| Information given |
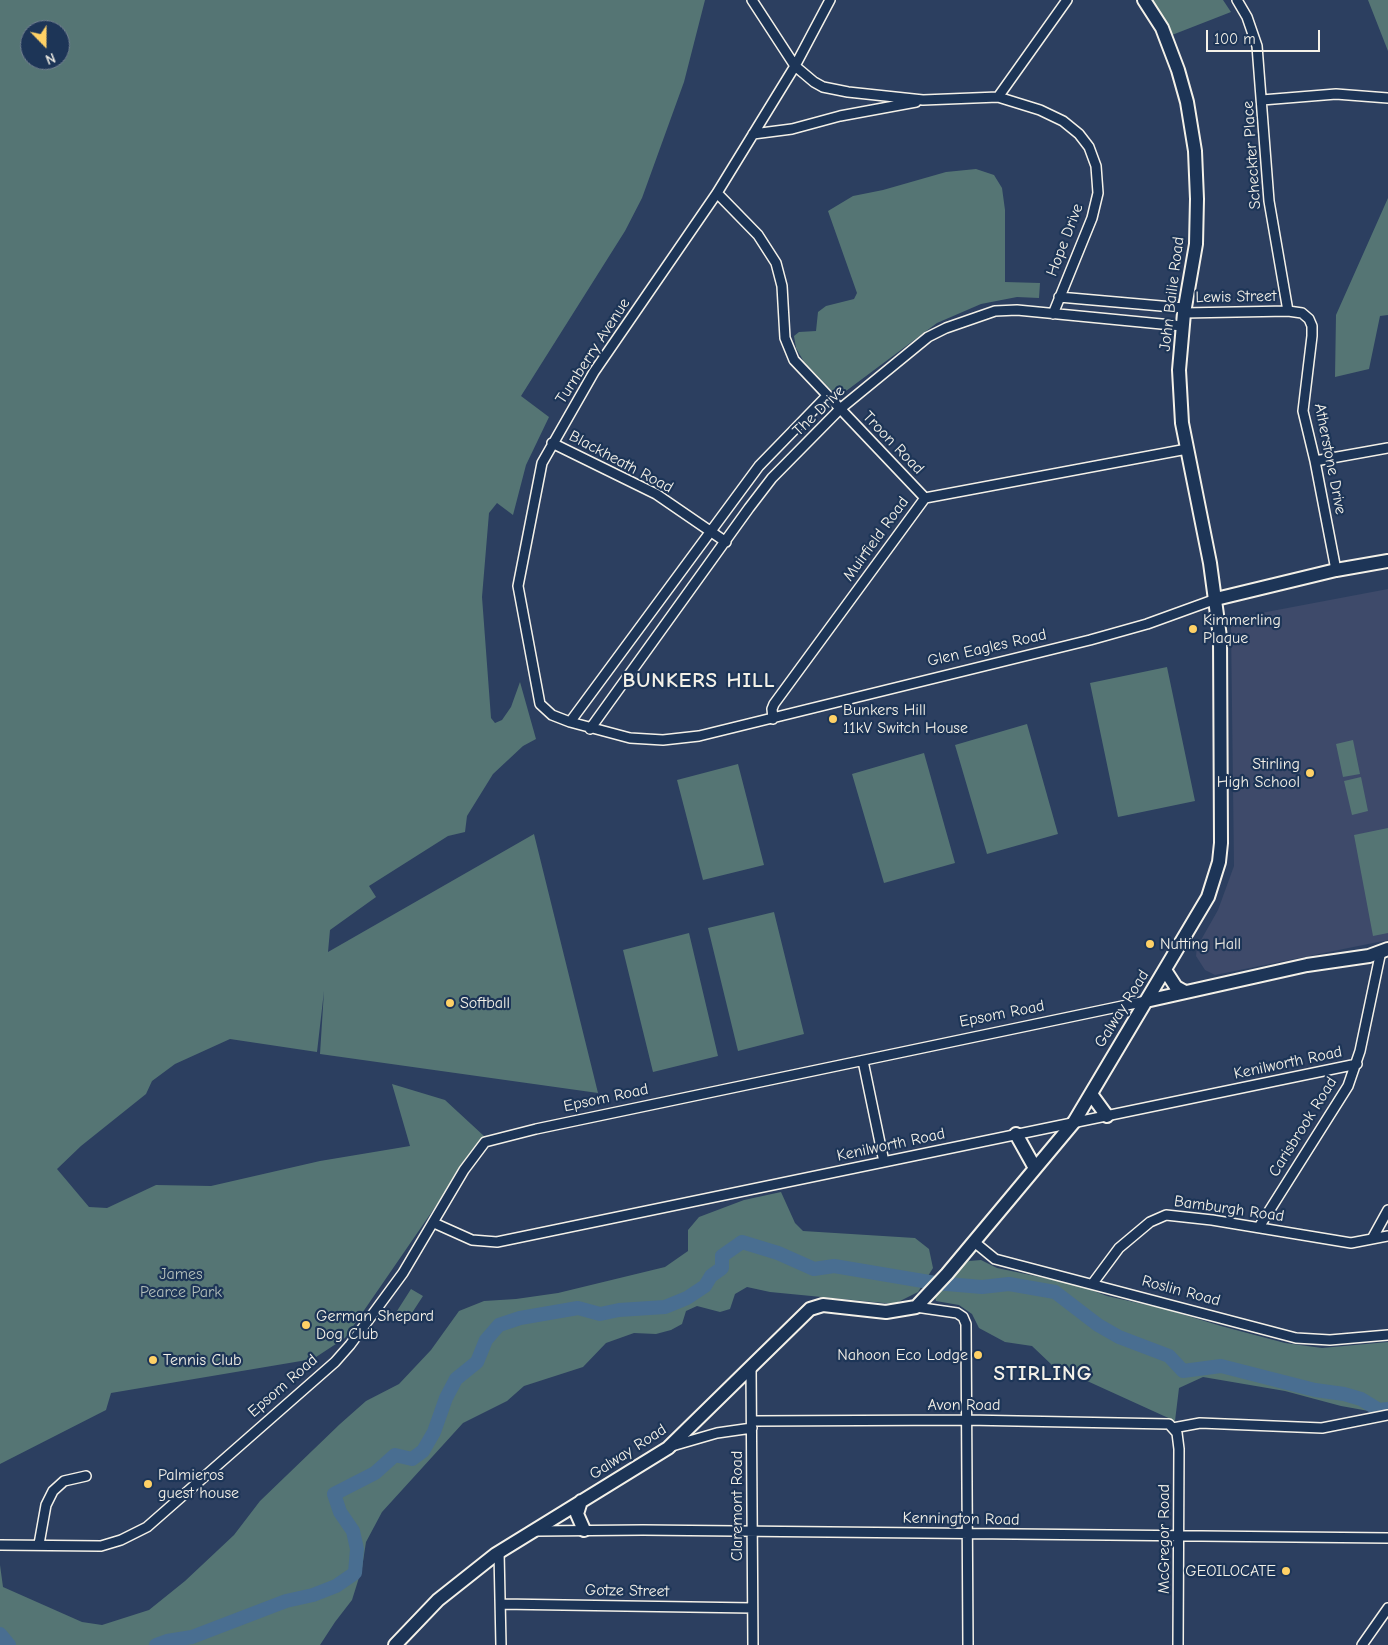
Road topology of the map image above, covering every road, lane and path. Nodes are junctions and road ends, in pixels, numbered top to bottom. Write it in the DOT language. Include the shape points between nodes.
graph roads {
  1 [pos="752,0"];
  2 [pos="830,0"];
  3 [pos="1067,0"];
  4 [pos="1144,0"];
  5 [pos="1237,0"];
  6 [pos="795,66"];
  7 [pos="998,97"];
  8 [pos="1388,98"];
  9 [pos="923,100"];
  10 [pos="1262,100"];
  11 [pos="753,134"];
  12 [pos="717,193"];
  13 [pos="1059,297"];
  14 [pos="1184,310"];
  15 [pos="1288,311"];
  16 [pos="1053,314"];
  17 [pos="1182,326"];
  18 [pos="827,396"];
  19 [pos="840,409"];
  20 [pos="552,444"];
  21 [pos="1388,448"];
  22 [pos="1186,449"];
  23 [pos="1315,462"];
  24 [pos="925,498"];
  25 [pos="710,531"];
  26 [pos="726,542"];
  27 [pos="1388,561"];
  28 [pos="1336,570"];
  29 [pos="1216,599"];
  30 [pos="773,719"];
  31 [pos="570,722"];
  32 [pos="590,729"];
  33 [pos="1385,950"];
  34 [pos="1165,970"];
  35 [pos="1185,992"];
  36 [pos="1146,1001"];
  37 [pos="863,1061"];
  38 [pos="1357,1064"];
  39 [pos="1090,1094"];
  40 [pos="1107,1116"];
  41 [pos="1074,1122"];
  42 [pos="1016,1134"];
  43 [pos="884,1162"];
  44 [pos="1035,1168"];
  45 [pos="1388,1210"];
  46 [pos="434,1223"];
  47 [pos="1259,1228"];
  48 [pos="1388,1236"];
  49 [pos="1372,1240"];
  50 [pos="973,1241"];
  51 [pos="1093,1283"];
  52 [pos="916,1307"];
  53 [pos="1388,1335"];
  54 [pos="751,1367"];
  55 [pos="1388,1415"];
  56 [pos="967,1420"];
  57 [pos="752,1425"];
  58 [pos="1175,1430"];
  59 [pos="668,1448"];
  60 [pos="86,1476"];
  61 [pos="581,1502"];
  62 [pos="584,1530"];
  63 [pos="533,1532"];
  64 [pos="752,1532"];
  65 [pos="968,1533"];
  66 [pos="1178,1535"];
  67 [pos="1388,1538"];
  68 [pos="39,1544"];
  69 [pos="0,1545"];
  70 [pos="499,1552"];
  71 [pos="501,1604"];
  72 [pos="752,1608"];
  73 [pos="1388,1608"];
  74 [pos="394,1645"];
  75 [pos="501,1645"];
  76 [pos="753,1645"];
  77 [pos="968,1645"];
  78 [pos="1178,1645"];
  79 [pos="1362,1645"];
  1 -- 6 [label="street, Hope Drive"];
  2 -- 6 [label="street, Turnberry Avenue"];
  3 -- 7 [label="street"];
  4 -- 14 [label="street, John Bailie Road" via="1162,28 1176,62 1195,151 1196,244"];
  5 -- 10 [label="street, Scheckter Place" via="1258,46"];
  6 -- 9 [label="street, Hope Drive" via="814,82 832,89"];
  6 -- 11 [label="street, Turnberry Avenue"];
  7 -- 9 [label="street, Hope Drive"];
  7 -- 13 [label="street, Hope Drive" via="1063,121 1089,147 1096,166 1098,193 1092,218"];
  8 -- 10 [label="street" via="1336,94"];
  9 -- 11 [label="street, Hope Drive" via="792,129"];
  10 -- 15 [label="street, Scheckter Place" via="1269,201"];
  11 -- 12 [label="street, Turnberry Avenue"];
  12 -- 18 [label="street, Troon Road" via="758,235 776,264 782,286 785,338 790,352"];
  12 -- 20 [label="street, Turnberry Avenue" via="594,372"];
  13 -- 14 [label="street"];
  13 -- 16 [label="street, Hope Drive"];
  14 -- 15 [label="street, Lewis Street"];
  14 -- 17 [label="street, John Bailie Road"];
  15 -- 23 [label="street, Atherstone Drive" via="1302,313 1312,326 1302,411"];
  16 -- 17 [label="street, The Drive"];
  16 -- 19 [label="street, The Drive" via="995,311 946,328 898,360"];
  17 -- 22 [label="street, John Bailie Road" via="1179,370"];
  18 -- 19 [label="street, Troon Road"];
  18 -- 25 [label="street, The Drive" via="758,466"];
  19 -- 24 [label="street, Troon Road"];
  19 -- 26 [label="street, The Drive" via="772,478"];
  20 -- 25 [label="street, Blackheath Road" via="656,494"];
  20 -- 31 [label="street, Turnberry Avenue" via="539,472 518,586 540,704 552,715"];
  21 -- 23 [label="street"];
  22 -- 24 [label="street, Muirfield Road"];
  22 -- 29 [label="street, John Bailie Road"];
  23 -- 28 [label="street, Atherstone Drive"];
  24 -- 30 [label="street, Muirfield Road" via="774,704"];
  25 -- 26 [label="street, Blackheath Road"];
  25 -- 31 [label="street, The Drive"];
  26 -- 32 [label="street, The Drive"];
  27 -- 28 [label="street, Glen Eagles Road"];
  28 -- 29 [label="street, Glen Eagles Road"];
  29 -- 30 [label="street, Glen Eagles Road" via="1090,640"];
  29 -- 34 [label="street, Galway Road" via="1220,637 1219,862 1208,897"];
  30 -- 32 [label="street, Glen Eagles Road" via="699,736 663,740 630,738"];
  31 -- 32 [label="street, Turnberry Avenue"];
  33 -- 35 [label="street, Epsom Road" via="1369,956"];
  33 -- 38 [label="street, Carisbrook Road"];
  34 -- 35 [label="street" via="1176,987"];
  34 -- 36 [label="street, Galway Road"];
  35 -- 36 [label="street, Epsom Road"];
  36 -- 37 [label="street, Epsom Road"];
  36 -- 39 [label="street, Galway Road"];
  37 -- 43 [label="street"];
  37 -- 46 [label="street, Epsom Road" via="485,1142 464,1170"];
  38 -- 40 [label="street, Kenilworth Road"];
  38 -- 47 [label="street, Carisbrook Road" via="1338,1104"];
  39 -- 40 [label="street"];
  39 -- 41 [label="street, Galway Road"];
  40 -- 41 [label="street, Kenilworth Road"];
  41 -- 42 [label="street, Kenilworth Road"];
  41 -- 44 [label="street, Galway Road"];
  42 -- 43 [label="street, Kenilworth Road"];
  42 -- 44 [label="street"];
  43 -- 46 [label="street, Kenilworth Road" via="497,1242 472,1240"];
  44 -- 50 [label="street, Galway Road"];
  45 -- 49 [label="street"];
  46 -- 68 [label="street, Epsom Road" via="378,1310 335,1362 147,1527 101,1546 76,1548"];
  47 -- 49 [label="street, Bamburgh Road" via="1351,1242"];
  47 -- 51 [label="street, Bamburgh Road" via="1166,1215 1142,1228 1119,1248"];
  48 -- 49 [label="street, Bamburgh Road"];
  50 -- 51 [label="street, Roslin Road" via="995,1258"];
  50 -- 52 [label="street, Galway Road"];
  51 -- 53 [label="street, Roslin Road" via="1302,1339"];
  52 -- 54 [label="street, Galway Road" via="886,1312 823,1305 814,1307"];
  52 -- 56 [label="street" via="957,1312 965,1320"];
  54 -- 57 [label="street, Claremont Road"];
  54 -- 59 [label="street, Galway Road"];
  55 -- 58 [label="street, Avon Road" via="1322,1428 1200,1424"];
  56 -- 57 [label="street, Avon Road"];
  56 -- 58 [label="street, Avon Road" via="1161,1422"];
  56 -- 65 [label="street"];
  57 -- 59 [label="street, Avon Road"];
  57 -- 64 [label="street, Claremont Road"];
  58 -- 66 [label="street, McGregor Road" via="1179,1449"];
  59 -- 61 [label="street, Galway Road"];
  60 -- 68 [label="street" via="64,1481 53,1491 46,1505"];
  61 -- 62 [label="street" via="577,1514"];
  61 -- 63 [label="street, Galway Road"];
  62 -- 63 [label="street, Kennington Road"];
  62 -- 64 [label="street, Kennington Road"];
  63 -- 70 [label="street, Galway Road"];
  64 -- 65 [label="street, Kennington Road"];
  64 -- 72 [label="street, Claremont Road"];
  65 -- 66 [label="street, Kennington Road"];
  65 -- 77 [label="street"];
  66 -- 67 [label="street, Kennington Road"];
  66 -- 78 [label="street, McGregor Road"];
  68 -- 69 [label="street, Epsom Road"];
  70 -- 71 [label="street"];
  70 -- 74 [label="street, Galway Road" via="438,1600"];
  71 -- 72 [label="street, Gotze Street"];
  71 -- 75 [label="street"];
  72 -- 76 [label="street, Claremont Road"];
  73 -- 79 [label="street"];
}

| Task instructions |
Look through the data above and return each line where the string "Troon" occurs.

| Answer section |
  12 -- 18 [label="street, Troon Road" via="758,235 776,264 782,286 785,338 790,352"];
  18 -- 19 [label="street, Troon Road"];
  19 -- 24 [label="street, Troon Road"];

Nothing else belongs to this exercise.